Vivek Ganesan bio photo

Vivek Ganesan

A techie, an author, a teacher, a learner, a blah, blah and a blah!

Email Twitter Facebook Google+ LinkedIn Github Stackoverflow Soundcloud

Ads by Google

Publication

Blameless Continuous Integration

Badges

Whenever I have the chance to explain somebody the process of MapReduce, I find it demoralising that “Word Count” is the only example found on almost all places in the internet. I could not recommend any reading material which gives them more insight than a simple word count. Yet, something good came out of this problem. I was forced to think of a simple-enough-scenario to apply MapReduce and write a blog post about it. And, here I am, writing a blog post titled “What is MapReduce?”.

I am going to let out a super secret that I have been keeping for a while. I am going to tell you how I would actually teach a person about MapReduce, if I am the teacher. This blog post is based on “Activity Based Learning” where the students would do some real activity and learn from the same.

Enough of front matter, let me get on to the topic. We are going to start with a story that will be the base to our activity. And, here is that story.

The Story - Choosing the Husband

Long long ago, there was a nation ruled by a mighty king. He had a beautiful daughter, who was adored by everyone in the kingdom. As she reached the age of marriage, five young men from the country proposed to her. Their names were

  1. Jaja
  2. Jiji
  3. Juju
  4. Jojo
  5. Jinjin

Actually, these five young men were already friends of the princess.

Now, the choice rests with the princess. The princess liked the five equally. But, she can marry only one among the five.

After a lot of thought process, she came up with a plan. One fine day, she called all the five young men. She said, “I like each of you. But, I can marry only one. I want to choose my better half using a fair process. Here is the plan. I like to travel a lot. I want my life partner to have similar likings as me. So, I will set up secret cameras (come on, don’t cry, this is just a story) in the places I like to visit in this country. These secret cameras will take still photos at random times. This will go on for one month.”

She added, “For the next one month, you guys go on with your usual life. Whoever occurs most in the photos captured by the secret cameras will be my husband.I will announce my husband publicly on the day next to the end of one month.”

She also warned, “Beware, any foul-plays will automatically disqualify you.”

A full month passed by. The princess checked the photos from cameras and found that there were 16,000 photos in total. Yes, sixteen thousand! She has a deadline of one day to announce the results. How is she going to process all sixteen thousand photos in a day? Yes, she is currently facing a Big Data problem.

The princess thought of her problem and came to the only person whom she thought had the brains to help her in this problem, you :) Yes, she came to you and asked for help.

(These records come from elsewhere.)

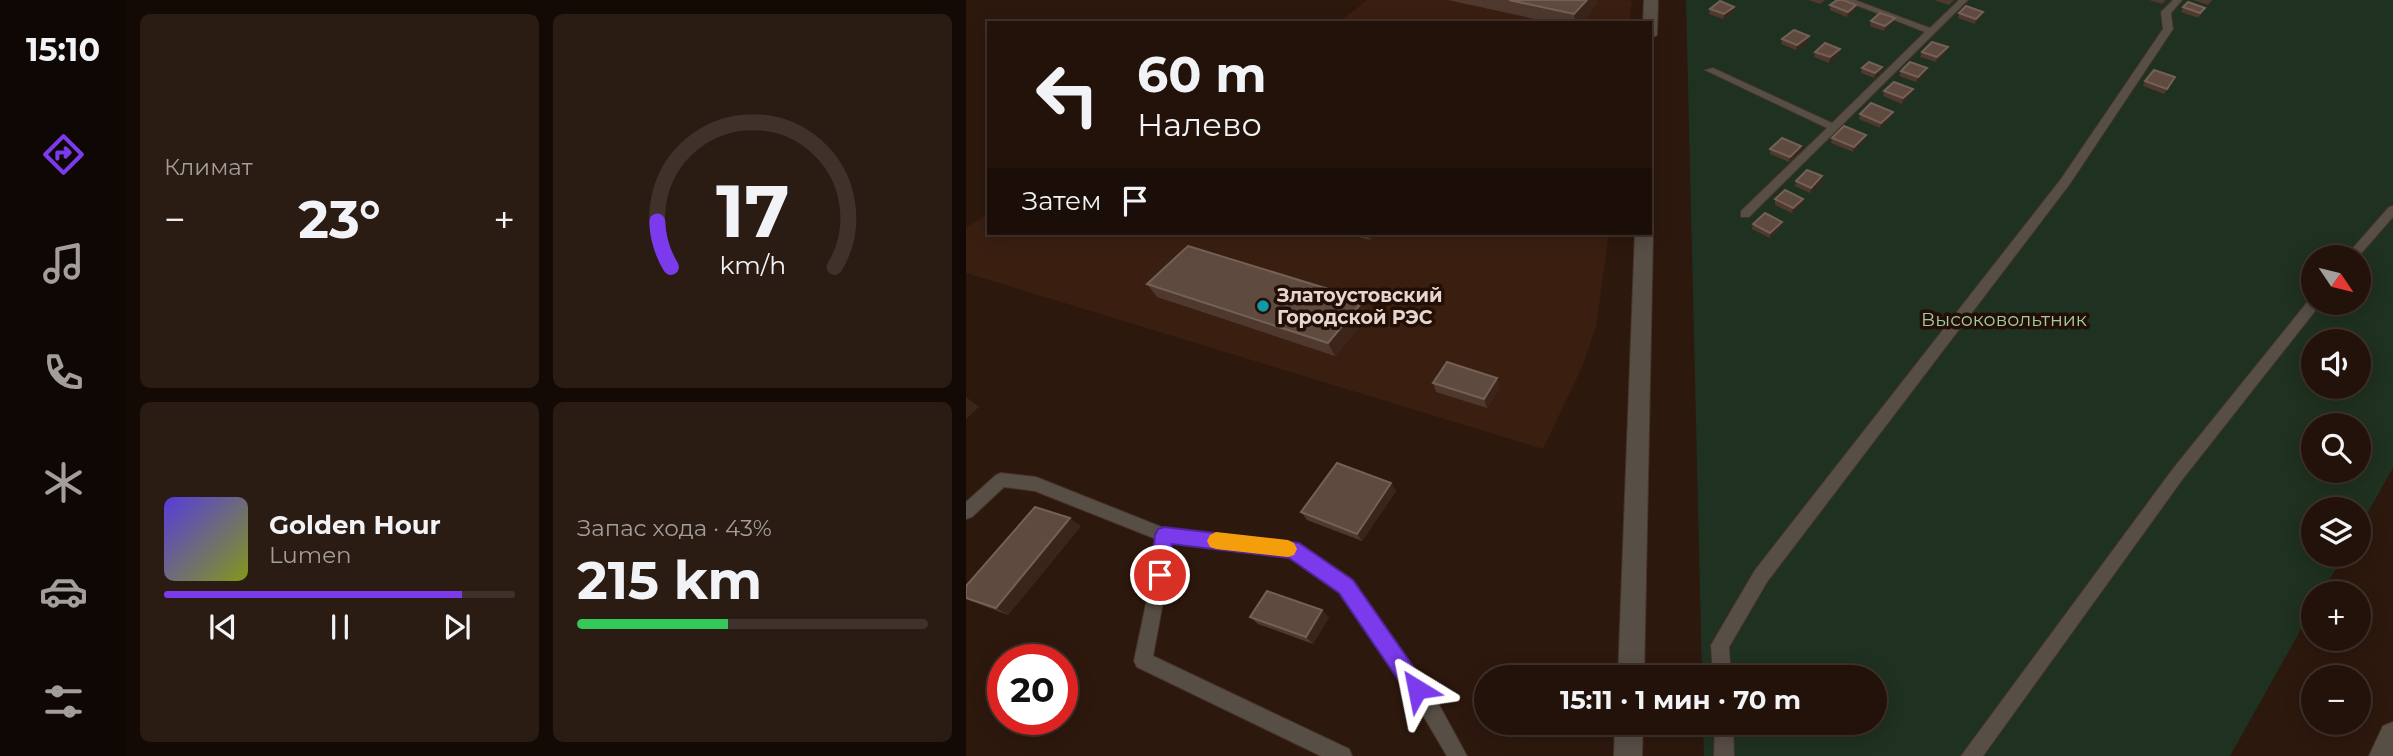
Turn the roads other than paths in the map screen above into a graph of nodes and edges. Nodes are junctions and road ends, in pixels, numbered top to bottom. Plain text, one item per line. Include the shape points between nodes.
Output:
1 (1651, 0) edge
2 (1847, 0) edge
3 (1964, 0) edge
4 (2178, 0) edge
5 (1650, 21) edge
6 (1930, 32) junction
7 (1710, 70) dead end
8 (1833, 127) junction
9 (2393, 210) edge
10 (1745, 214) dead end
11 (1644, 235) edge
12 (2362, 245) edge
13 (2304, 315) edge
14 (966, 512) edge
15 (1164, 535) junction
16 (1631, 665) edge
17 (1721, 665) edge
18 (1629, 735) edge
19 (1724, 735) edge
20 (2393, 736) edge
21 (1342, 756) edge
22 (1457, 756) edge
23 (1628, 756) edge
24 (1724, 756) edge
25 (1971, 756) edge
26 (2383, 756) edge

1 - 5 street
2 - 6 lane
3 - 6 lane
4 - 17 lane via 2166,12 2168,29 2065,182 1761,576 1720,645
6 - 8 lane
7 - 8 lane
8 - 10 lane
9 - 12 lane
11 - 16 street
13 - 25 lane via 2177,475
14 - 15 lane via 1000,480 1037,484
15 - 21 lane via 1143,661
15 - 22 lane via 1293,549 1346,586 1432,710
18 - 23 street
19 - 24 lane
20 - 26 street

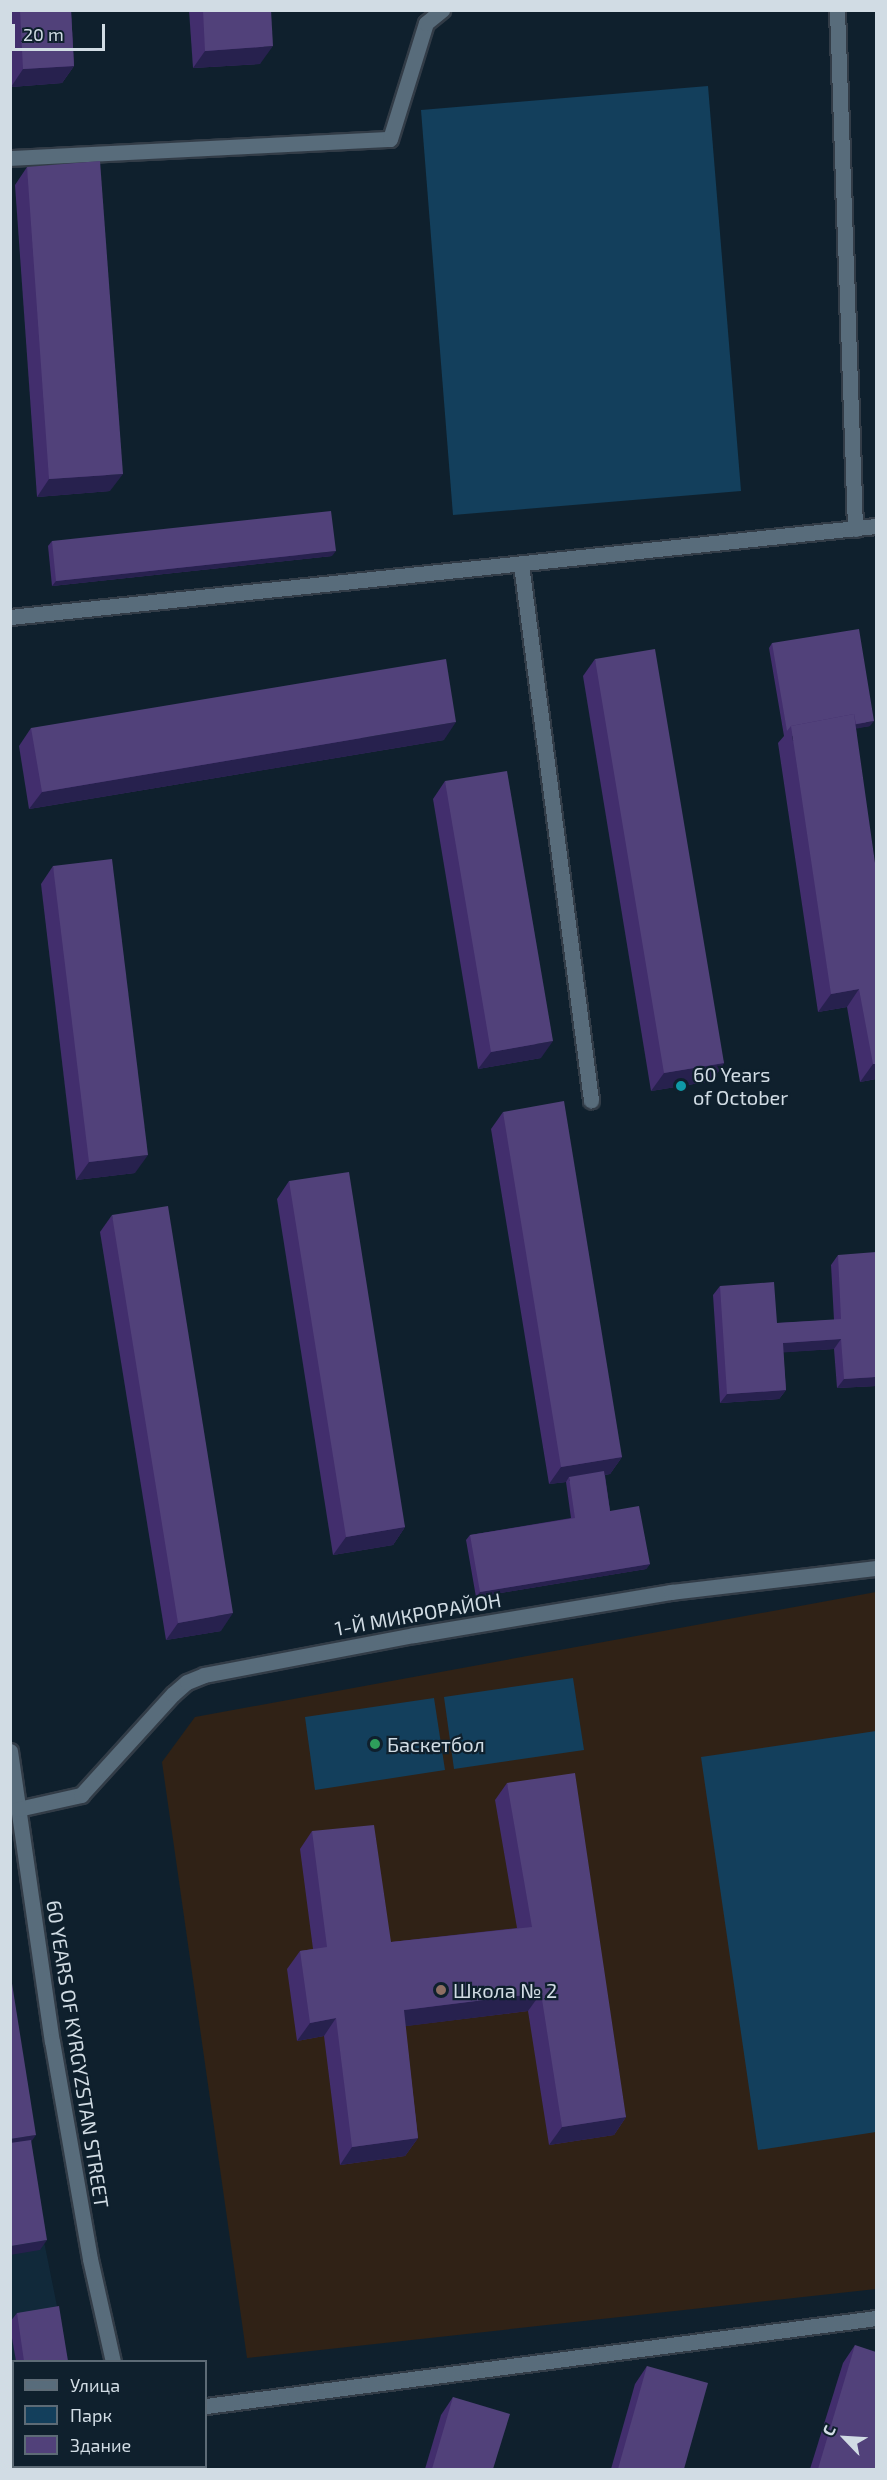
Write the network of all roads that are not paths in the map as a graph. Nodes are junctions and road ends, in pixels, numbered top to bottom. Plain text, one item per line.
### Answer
1 (442, 10) edge
2 (837, 10) edge
3 (10, 158) edge
4 (876, 526) edge
5 (855, 529) junction
6 (521, 564) junction
7 (10, 617) edge
8 (591, 1100) dead end
9 (876, 1568) edge
10 (10, 1751) edge
11 (18, 1809) junction
12 (876, 2318) edge
13 (113, 2360) edge
14 (207, 2406) edge

1 - 3 street
2 - 5 street
4 - 5 street
5 - 6 street
6 - 7 street
6 - 8 street
9 - 11 street, 1-Й МИКРОРАЙОН
10 - 11 street, 60 YEARS OF KYRGYZSTAN STREET
11 - 13 street, 60 YEARS OF KYRGYZSTAN STREET
12 - 14 street

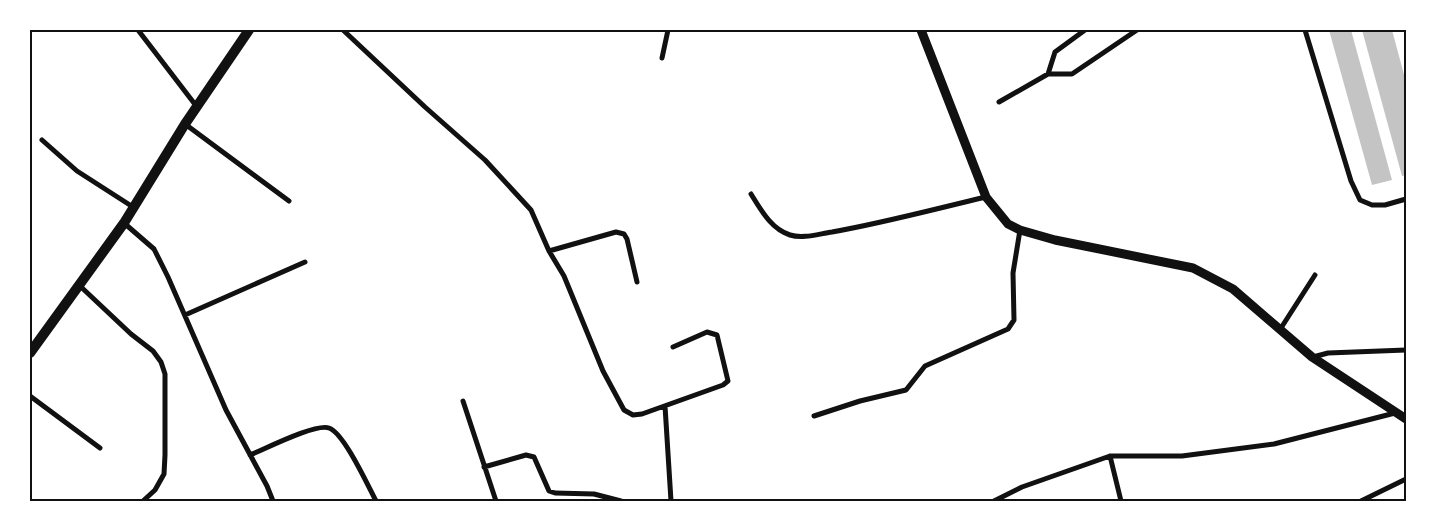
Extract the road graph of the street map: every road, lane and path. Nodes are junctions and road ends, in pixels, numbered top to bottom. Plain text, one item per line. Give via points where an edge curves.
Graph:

The Action - Choosing the Husband

The story ends here and our action starts here. For the purpose of simplicity, let us assume we have 16 photos and not 16,000 photos. You have a team of five people under your command to perform whatever you order them to do.

Step-1: Identification

The first and foremost problem is to identify the people in the photos. For that, we need reference photos of those five people. Here is a single image, which shows the faces of all the five guys, along with their names.

For a successful identification of a person in any photo, play close attention to the following details.

  1. The Hair style
  2. Does the person wear spectacles or not
  3. Beard

These three features are enough to identify a person in the photos.

Now, coming to the photos, here are they. I have made these photos in such a way that each photo contains two and only two of our guys. There might be a third person in some photos. But, that third person will not be one of our guys and you can ignore him.

Split your team into two sub-teams. Give 8 photos to one sub-team and the remaining 8 to the next sub-team. Ask the teams to identify the persons in the photos and record it in a sheet of paper.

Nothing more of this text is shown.